Его уверенность несколько гаснет, уголки рта опускаются.
— Ладно, что ж. Но ты не можешь быть занята все время, Луна, — говорит он. — Давай я куплю тебе эту книгу и запишу в нее свой номер.
— Нет, честно говоря, у меня уже есть эта книга, — отвечаю я.
— Да, но в твоей книге нет моего номера. Подожди, я сейчас.
Майкл уходит. Я вижу, как он смеется и перешучивается с какими-то парнями по пути к кассе, и одновременно слышу голос Горошинки, который доносится именно с того места, где он стоит.
Мрак проглатывает его. Что-то толкает меня сначала назад, потом дергает вперед и наконец вырывает из одного момента и швыряет в другой. Голова разрывается от мучительной боли.
— Черт, так и знала, что не надо тебя отпускать!
Когда Горошинка находит меня, я сжимаю голову руками. Книга, которую я держала, пропала — наверное, я ее уронила. Я моргаю, пытаясь прийти в себя, и очень надеюсь, что зрение все-таки восстановится, потому что сейчас его поглотило пятно белого света.
— Нам лучше вернуться домой. «2001 Odyssey» может и подождать.
— Прости, Горошинка, но похоже, что да, — говорю я.
Странная встреча с Майклом в этом странном месте, которое не имеет ничего общего с Рисс или моими планами, только расстраивает меня. Мне хочется оказаться в безопасном, надежном месте, где можно было бы свернуться калачиком под накрахмаленной белой простыней и быть абсолютно уверенной в том, что если я засну, то проснусь в этом же самом месте.
— Долгая прогулка по жаре была очень плохой идеей, да? — говорит Горошинка. — Вернемся сразу, как только тебе станет лучше.
— Я закрываюсь через десять минут, могу вас подвезти, — предлагает Майло. — Моя машина рядом.

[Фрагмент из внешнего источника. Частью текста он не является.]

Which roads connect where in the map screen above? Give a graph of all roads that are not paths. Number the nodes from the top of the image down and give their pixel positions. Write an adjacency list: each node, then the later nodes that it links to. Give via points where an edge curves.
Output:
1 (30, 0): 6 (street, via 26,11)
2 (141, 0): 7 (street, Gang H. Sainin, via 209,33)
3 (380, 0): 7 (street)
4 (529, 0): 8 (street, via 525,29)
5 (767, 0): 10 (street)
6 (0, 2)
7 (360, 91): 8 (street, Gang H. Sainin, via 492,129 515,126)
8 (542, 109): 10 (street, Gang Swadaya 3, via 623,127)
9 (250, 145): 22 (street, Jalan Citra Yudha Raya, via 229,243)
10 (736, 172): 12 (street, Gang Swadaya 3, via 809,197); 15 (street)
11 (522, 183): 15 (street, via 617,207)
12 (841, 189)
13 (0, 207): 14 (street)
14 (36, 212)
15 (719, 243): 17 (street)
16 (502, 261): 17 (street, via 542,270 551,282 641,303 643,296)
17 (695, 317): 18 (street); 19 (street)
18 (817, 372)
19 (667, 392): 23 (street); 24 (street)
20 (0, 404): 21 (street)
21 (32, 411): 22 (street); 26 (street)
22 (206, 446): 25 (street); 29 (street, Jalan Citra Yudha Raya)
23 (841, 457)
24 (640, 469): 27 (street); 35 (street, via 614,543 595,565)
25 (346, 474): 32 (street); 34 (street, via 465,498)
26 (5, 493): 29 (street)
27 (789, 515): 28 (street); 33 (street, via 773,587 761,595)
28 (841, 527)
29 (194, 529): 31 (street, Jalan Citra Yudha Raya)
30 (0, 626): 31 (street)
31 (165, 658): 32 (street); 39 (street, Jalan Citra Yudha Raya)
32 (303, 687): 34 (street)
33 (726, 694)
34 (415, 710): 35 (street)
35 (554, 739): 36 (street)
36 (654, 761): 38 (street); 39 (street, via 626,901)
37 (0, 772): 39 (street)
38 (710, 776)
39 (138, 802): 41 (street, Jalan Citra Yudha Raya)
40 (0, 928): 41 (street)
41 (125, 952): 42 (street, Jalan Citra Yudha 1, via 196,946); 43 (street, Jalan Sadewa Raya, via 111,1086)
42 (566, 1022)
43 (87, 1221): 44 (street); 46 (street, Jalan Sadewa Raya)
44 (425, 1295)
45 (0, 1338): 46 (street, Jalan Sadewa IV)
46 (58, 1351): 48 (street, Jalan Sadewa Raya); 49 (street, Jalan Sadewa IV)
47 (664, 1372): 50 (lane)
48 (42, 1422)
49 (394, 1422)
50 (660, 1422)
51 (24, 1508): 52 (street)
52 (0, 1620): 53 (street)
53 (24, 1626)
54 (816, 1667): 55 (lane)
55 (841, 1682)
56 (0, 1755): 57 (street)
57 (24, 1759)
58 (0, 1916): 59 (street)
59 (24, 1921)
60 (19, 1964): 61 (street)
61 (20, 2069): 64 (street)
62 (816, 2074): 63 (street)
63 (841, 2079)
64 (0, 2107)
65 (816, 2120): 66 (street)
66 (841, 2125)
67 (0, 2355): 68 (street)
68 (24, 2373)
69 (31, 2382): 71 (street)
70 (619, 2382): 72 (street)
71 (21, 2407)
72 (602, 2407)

— Хорошо. — Я киваю. — Спасибо.
— Похоже, вы ее не нашли, да? — Майло обходит меня и берет с полки у меня за спиной копию «Сияния» в твердом переплете. — Знаете, я унаследовал эту книжку вместе с магазином. Она лежала в коробке в кладовке и была практически в безупречном состоянии. Ну, или была бы, если бы какой-то придурок не изуродовал ее в попытке снять какую-то цыпочку. Взял и записал здесь свой номер.
Он открывает книгу и показывает мне запись на титульной странице.
Если позволишь, чтобы тебя кто-то нашел, — никогда не потеряешься. Целую, М.
— Я ее беру! — Я выхватываю у Майло книгу и прижимаю к груди.
Глава 26
— Давай найдем дерево мамы и папы. Ну, то самое, о котором нам рассказал папа, когда мы решили, что поедем сюда. Мы обещали, что поищем.
Поздний вечер. Солнце наконец село, и легкий ветерок лентой скользит из одного окна в другое, охлаждая комнату и мой жар. Я провела вечер в одиночестве, под шуршащей белой простыней, как и хотела. А еще я много думала.
Если я не могу контролировать то, что со мной происходит, и не могу использовать это, чтобы спасти маму, тогда все не имеет смысла, а я не могу позволить, чтобы нечто столь чудесное не имело смысла.
Что я знаю точно:
Дата и время совпадают с настоящими. Отличается только год. А это значит, что у меня не так много времени, всего пара дней, чтобы изменить курс маминой жизни, прежде чем дверца закроется и будет уже слишком поздно.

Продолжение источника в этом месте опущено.